«Se pueden celebrar muchas cosas. Hay celebraciones festivas y celebraciones luctuosas. Celebramos que algo nazca, crezca, mejore… Nos reunimos a festejar los éxitos, los comienzos que auguran un futuro feliz, la conquista de metas largamente acariciadas… También, aunque de otra manera, celebramos entierros.
Las personas nos sentimos felices cuando estamos a punto de conseguir algo que deseamos mucho, cuando todo apunta a una mejora inmediata. En momentos así estamos impacientes, deseando que llegue por fin lo esperado para poder celebrarlo. Por el contrario, cuando todo apunta a una pérdida, a un futuro peor o a un desenlace fatal, nos sentimos infelices, nos alarmamos y, desde luego, no deseamos celebrar nada.
Los más intentamos cambiar el rumbo de los acontecimientos, enderezar lo que se tuerce, conseguir que rectifiquen quienes tienen poder para hacerlo. Otros, desanimados y apesadumbrados, se desentienden e intentan salvar el tipo como pueden.
El 28 de enero es el Día de la Enseñanza y parece oportuno preguntarnos si tenemos algo que celebrar, si estamos en puertas de novedades ilusionantes o si, por el contrario, tenemos motivos para alarmarnos y luchar hasta conseguir que esto cambie. Lo que no es oportuno es desentendernos o dejarnos vencer por el desánimo.
Cuando los trabajadores y los demás miembros de la comunidad educativa nos paramos a pensar, no encontramos nada digno de celebrar. Vemos que la inversión en educación desciende brutalmente, que se cierran centros, se hacinan alumnos, se reducen plantillas, se eliminan servicios, se cobra por lo que antes era gratis, se deja de pagar a quien antes se pagaba, se dificulta el trabajo de los profesionales, etc. ¿Qué vamos a celebrar?
Si miramos lo que se avecina, tampoco lo que vemos nos permite ilusionaros.

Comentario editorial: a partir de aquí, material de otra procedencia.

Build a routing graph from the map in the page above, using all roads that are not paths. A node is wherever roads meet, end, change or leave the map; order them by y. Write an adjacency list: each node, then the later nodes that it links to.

Nos duele ver cómo quienes tienen la obligación de velar por la salud de los centros educativos, especialmente de los de la red pública, hacen que estos centros sean menos y estén peor atendidos, mientras que anuncian a bombo y platillo que se incrementarán los conciertos y el dinero que se dedica a los centros privados.

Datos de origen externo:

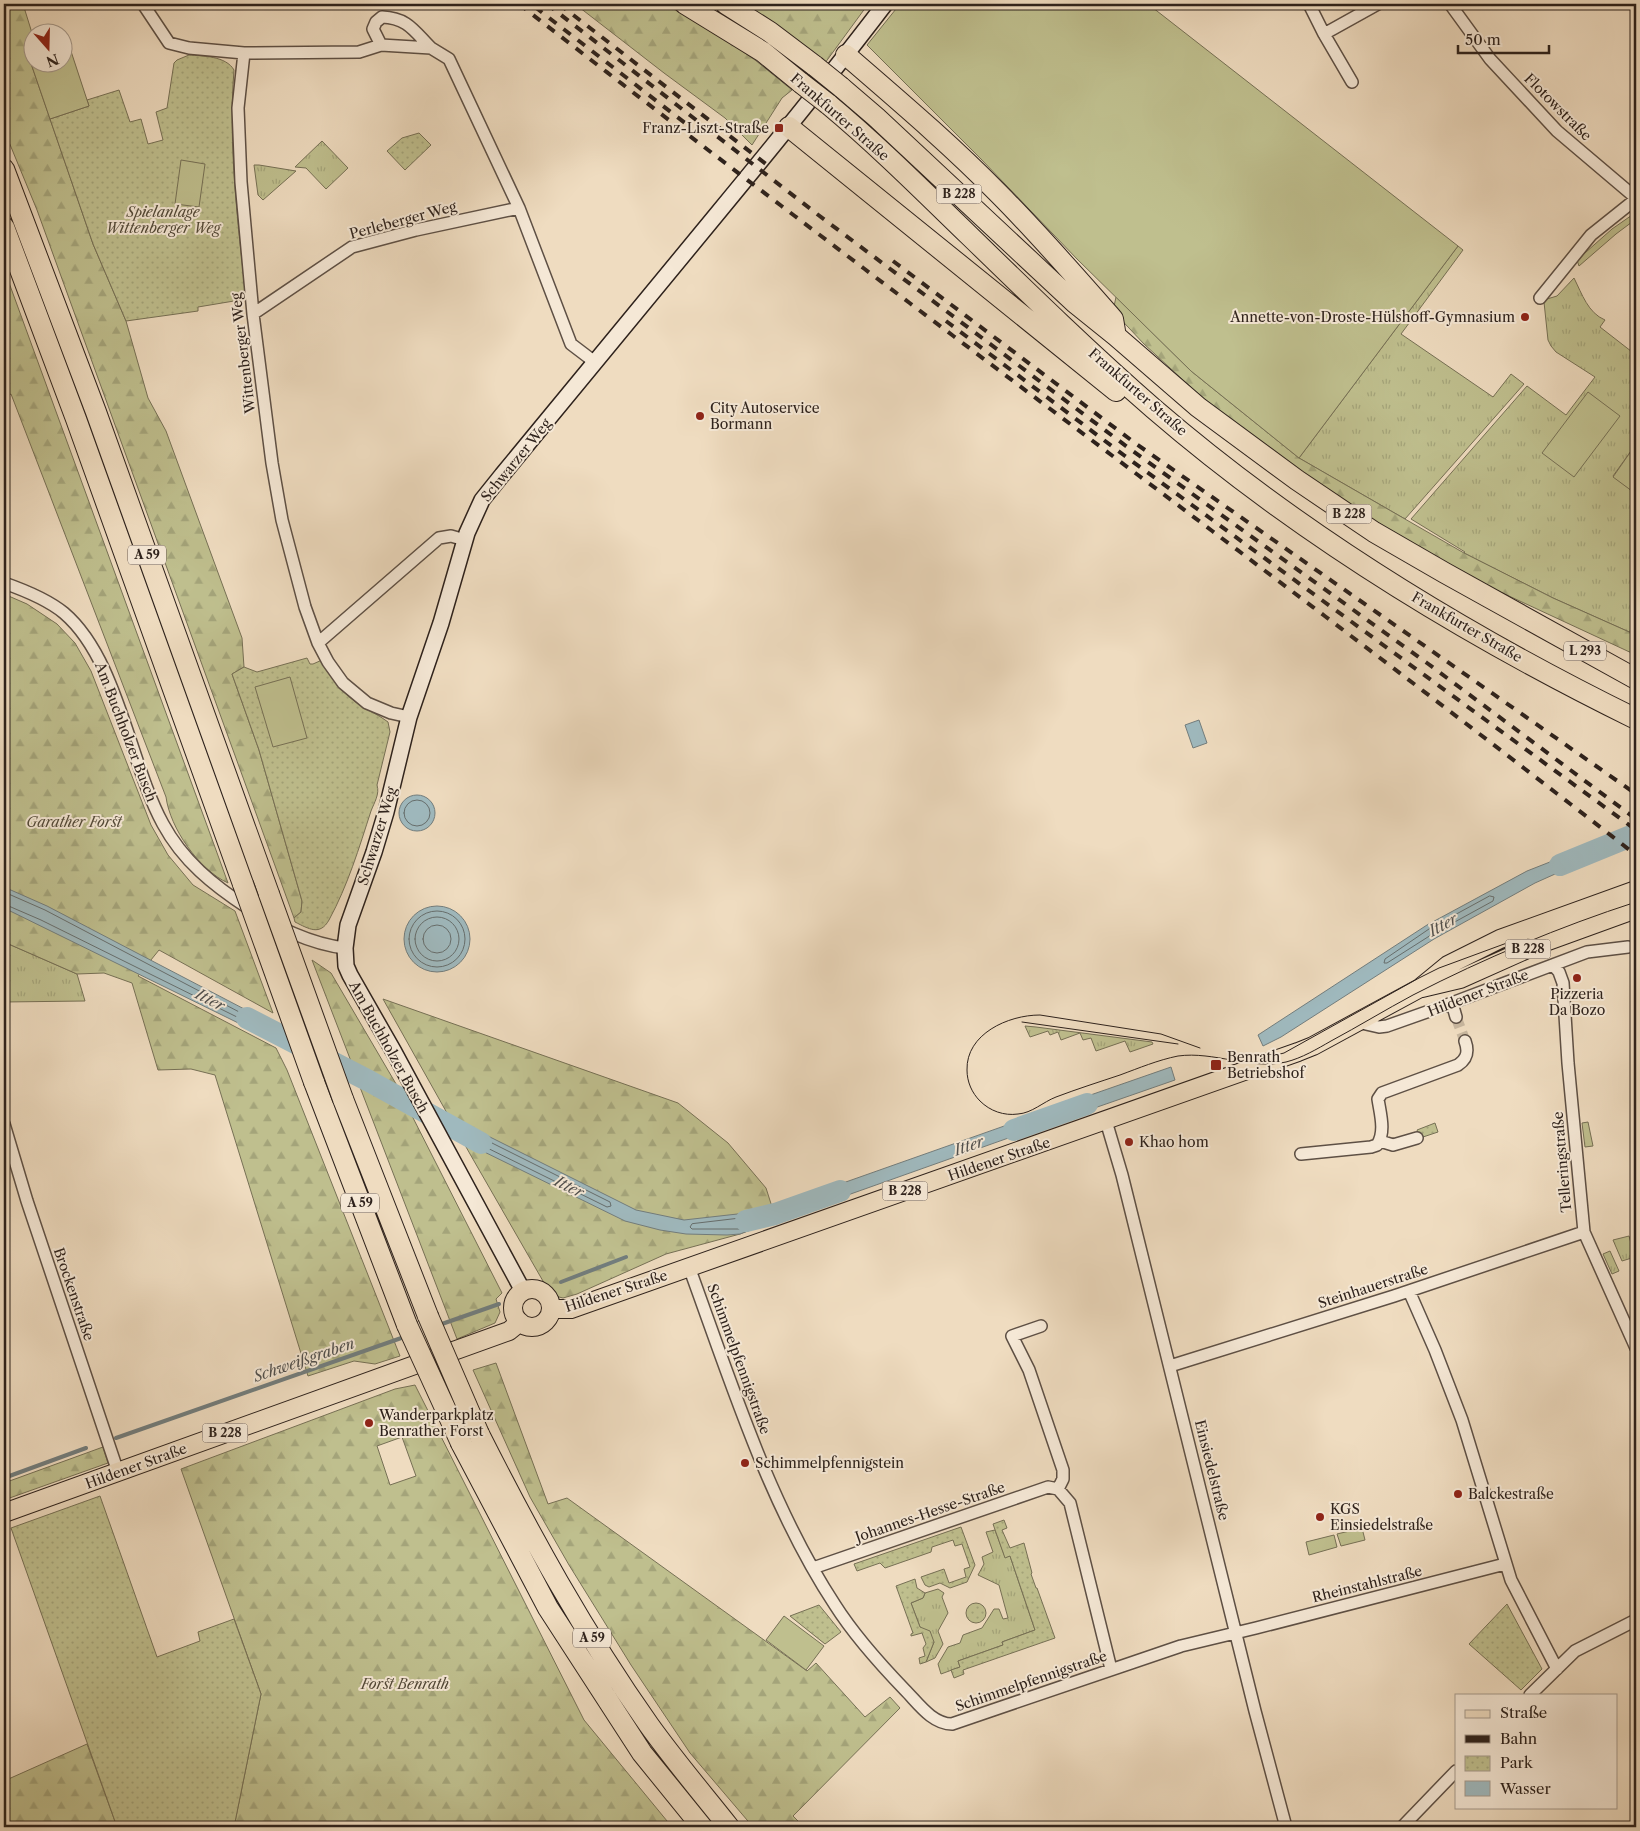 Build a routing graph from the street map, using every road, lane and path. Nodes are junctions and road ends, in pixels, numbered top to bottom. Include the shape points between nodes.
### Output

Nos indigna que nuestros gobernantes estén dispuestos a abdicar de su obligación de garantizar el derecho de todo ciudadano a una plaza educativa en un centro público y que consideren la oferta educativa como un bien sujeto a las leyes de mercado, que si la demanda lo aconseja estén dispuestos a cerrar centros públicos, los de todos, los que llegan allí donde no hay negocio para los privados, en lugar de mimarlos como deberían hacer.
Nos duele y nos indigna que no se valore el trabajo de los profesionales, que se despida a miles de trabajadores para al año siguiente invitar a muchos de ellos a hacer durante diez semanas y sin cobrar lo que antes hacían todo el curso cobrando, como debe ser.

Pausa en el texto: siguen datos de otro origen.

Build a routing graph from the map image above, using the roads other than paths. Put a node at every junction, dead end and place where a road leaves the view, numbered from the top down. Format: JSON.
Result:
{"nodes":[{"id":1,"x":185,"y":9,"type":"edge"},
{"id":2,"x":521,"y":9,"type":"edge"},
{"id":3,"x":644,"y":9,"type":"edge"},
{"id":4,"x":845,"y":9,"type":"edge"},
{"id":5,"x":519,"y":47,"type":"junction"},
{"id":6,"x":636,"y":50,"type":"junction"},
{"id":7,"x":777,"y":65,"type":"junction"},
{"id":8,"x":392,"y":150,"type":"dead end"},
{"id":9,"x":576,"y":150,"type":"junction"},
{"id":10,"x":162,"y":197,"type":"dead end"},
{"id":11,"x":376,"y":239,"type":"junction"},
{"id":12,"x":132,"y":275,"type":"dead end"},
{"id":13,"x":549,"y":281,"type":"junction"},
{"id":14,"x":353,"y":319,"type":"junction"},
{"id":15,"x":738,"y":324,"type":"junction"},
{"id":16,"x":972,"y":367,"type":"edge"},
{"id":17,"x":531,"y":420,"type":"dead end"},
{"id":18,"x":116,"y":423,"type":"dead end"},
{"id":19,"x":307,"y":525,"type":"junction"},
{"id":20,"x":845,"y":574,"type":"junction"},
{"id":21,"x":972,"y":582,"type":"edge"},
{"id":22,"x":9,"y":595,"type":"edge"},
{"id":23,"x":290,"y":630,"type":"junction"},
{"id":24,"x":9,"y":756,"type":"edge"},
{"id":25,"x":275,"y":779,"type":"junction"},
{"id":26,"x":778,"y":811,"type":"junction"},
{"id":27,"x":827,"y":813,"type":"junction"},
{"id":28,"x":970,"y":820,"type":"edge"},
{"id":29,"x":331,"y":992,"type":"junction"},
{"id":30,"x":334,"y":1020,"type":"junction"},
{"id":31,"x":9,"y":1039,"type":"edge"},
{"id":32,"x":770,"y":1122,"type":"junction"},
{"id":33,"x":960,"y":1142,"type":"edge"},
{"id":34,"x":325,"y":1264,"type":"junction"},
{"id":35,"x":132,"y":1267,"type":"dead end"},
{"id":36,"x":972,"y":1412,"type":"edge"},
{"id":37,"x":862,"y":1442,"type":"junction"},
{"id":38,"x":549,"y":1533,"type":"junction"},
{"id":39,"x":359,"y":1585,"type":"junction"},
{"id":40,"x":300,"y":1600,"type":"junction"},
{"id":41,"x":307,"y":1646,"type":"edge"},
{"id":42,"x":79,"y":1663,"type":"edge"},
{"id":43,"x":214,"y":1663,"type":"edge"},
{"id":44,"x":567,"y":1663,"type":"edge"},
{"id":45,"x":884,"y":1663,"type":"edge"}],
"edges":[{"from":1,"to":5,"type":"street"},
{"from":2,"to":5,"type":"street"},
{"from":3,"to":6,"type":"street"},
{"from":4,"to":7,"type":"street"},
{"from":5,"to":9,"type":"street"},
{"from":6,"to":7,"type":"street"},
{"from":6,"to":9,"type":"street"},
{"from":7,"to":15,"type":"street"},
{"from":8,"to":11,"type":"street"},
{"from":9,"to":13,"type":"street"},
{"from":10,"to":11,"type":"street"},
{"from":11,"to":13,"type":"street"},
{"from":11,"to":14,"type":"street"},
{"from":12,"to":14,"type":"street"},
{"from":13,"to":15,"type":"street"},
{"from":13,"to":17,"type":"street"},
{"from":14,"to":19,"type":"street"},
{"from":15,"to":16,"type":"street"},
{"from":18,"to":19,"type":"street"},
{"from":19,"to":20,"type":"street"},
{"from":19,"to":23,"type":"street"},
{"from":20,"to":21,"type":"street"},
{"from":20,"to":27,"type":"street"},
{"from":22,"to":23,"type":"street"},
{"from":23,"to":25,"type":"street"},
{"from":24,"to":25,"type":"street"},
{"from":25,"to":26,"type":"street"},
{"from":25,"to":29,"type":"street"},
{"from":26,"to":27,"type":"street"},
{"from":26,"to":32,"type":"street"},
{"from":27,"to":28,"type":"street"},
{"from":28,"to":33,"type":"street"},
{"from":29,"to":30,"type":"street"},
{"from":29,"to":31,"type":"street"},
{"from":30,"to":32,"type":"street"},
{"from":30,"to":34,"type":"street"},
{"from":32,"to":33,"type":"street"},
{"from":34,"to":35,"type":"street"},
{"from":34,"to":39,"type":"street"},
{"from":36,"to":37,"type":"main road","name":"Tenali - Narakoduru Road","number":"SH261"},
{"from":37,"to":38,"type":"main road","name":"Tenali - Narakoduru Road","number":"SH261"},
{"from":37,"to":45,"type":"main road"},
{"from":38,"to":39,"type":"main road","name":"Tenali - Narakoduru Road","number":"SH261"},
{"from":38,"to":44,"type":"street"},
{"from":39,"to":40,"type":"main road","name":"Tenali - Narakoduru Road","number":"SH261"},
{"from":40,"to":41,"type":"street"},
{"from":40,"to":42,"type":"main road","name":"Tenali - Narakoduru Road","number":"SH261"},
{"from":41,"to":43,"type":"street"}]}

Y nos subleva que a la vez que se hace esto se contemple la supresión de miles de puestos de plantilla más. El Sr. Marín dijo en septiembre de 2011 que había más de 34.000 docentes en la enseñanza pública regional; hace unos días anunciaba que éramos 28.000. ¿Hasta dónde piensa llegar?
Nos anuncian una ley con la que dicen que van a mejorar la calidad. Pero cuando vemos su borrador nos encontramos con una ley que segrega al alumnado, que ignora a los profesionales y a la comunidad educativa, que aspira a convertir cuanto antes a nuestros jóvenes en mano de obra gratuita o pagada con donativos, que desconfía del trabajo diario de los docentes implantando numerosas pruebas externas, que vacía de contenido a los claustros y a los consejos escolares concentrando todo el poder en la persona que ocupe la dirección del centro. ¿Acaso piensan que con medidas como éstas van a mejorar la educación? ¿O es que piensan mejorarla amparando a los centros que segregan al alumnado por sexo o sustituyendo la formación en valores compartidos por la enseñanza de las creencias religiosas privadas?
No, Sr. Marín; no, Sra. Cospedal. No tenemos nada que celebrar. Ni lo que hacen ni lo que quieren hacer nos invita a ello. Cada vez somos más los que nos sentimos infelices, alarmados e indignados. Y cada vez somos más los que les exigimos que rectifiquen, que recuperen para todos lo que nunca debimos perder y que nos pongamos a cuidarlo entre todos. Y se lo exigimos en los medios de comunicación, en las reuniones y, cuando es necesario, en la calle. Rectifiquen ustedes. No estamos dispuestos a desentendernos. Sabemos que si lo hacemos lo que acabaremos celebrando será un entierro, el de la escuela pública, la escuela de tod@s para tod@s».
Alfonso Gil Simarro es secretario general de la Federación de Enseñanza de CC.OO. de Castilla-La Mancha.